* _Exercise details_
For this task, copy all of the data below exactly and skip the pictures.

━━ Record extracts ━━

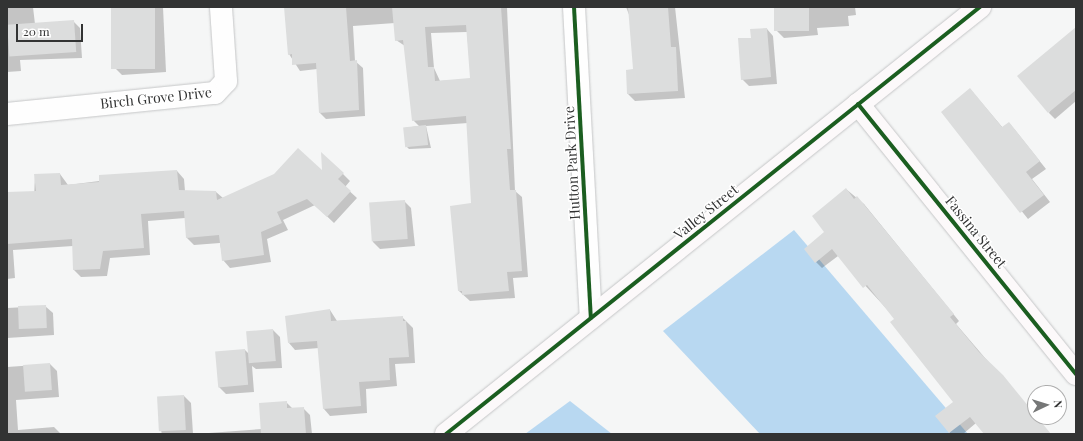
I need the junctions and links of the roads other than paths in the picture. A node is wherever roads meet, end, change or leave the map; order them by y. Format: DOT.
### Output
graph roads {
  1 [pos="221,7"];
  2 [pos="574,7"];
  3 [pos="980,7"];
  4 [pos="858,104"];
  5 [pos="7,114"];
  6 [pos="591,318"];
  7 [pos="1076,374"];
  8 [pos="446,434"];
  1 -- 5 [label="street, Birch Grove Drive"];
  2 -- 6 [label="street, Hutton Park Drive"];
  3 -- 4 [label="main road, Valley Street"];
  4 -- 6 [label="main road, Valley Street"];
  4 -- 7 [label="main road, Fassina Street"];
  6 -- 8 [label="main road, Valley Street"];
}
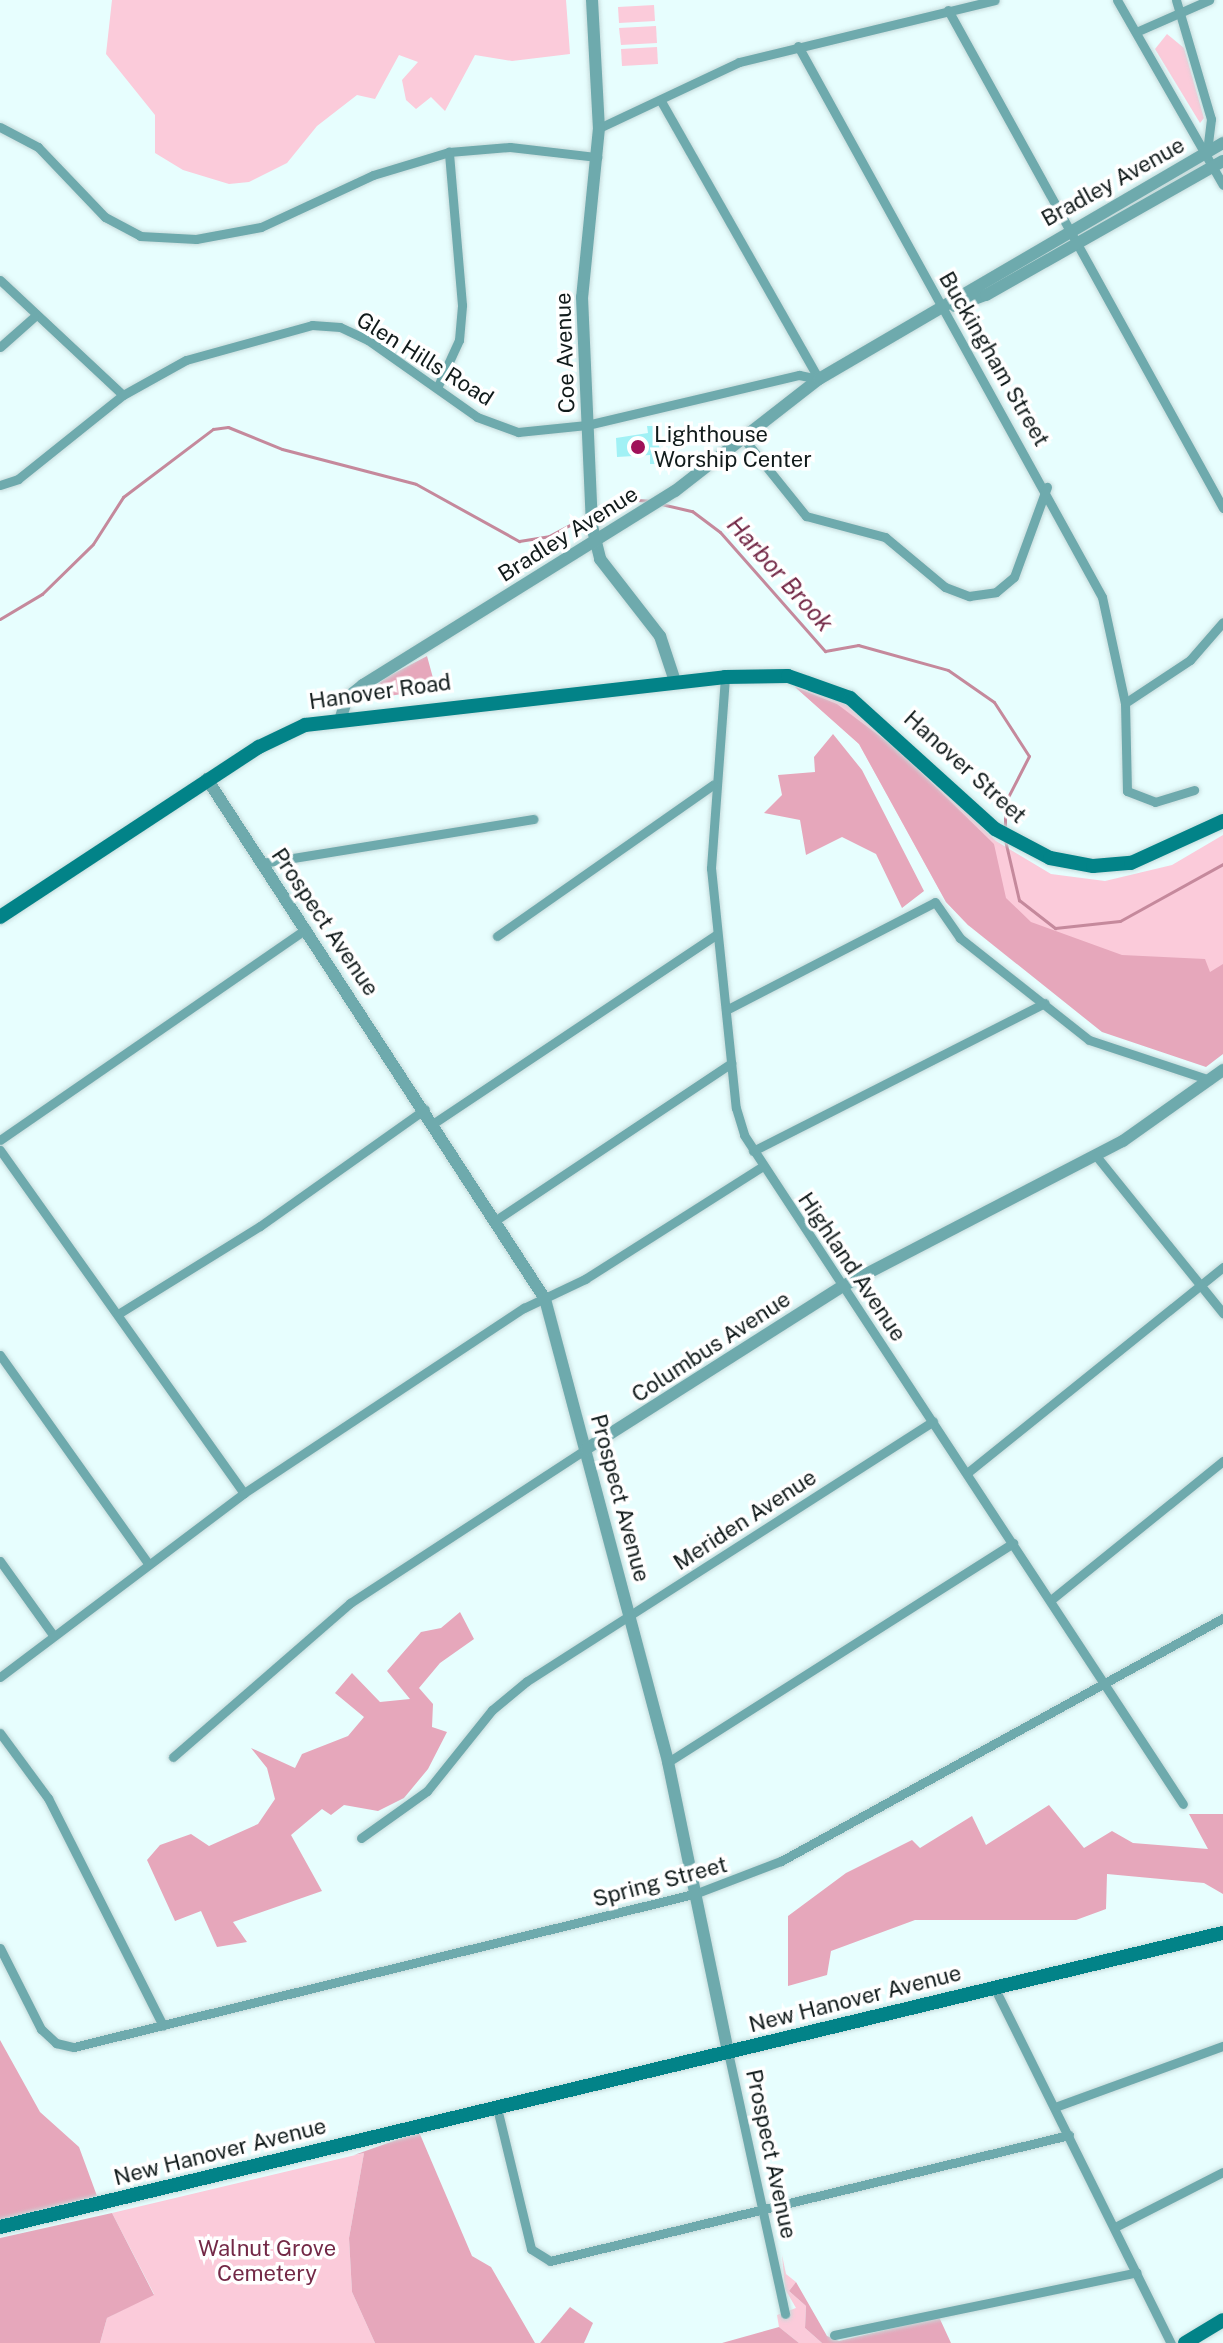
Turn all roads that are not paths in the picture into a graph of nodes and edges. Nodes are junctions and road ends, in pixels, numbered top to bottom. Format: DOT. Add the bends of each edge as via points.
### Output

━━━

* _Your response_
I need the junctions and links of the roads other than paths in the picture. A node is wherever roads meet, end, change or leave the map; order them by y. Format: DOT.
### Output
graph roads {
  1 [pos="221,7"];
  2 [pos="574,7"];
  3 [pos="980,7"];
  4 [pos="858,104"];
  5 [pos="7,114"];
  6 [pos="591,318"];
  7 [pos="1076,374"];
  8 [pos="446,434"];
  1 -- 5 [label="street, Birch Grove Drive"];
  2 -- 6 [label="street, Hutton Park Drive"];
  3 -- 4 [label="main road, Valley Street"];
  4 -- 6 [label="main road, Valley Street"];
  4 -- 7 [label="main road, Fassina Street"];
  6 -- 8 [label="main road, Valley Street"];
}
Turn all roads that are not paths in the picture into a graph of nodes and edges. Nodes are junctions and road ends, in pixels, numbered top to bottom. Format: DOT. Add the bends of each edge as via points.
### Output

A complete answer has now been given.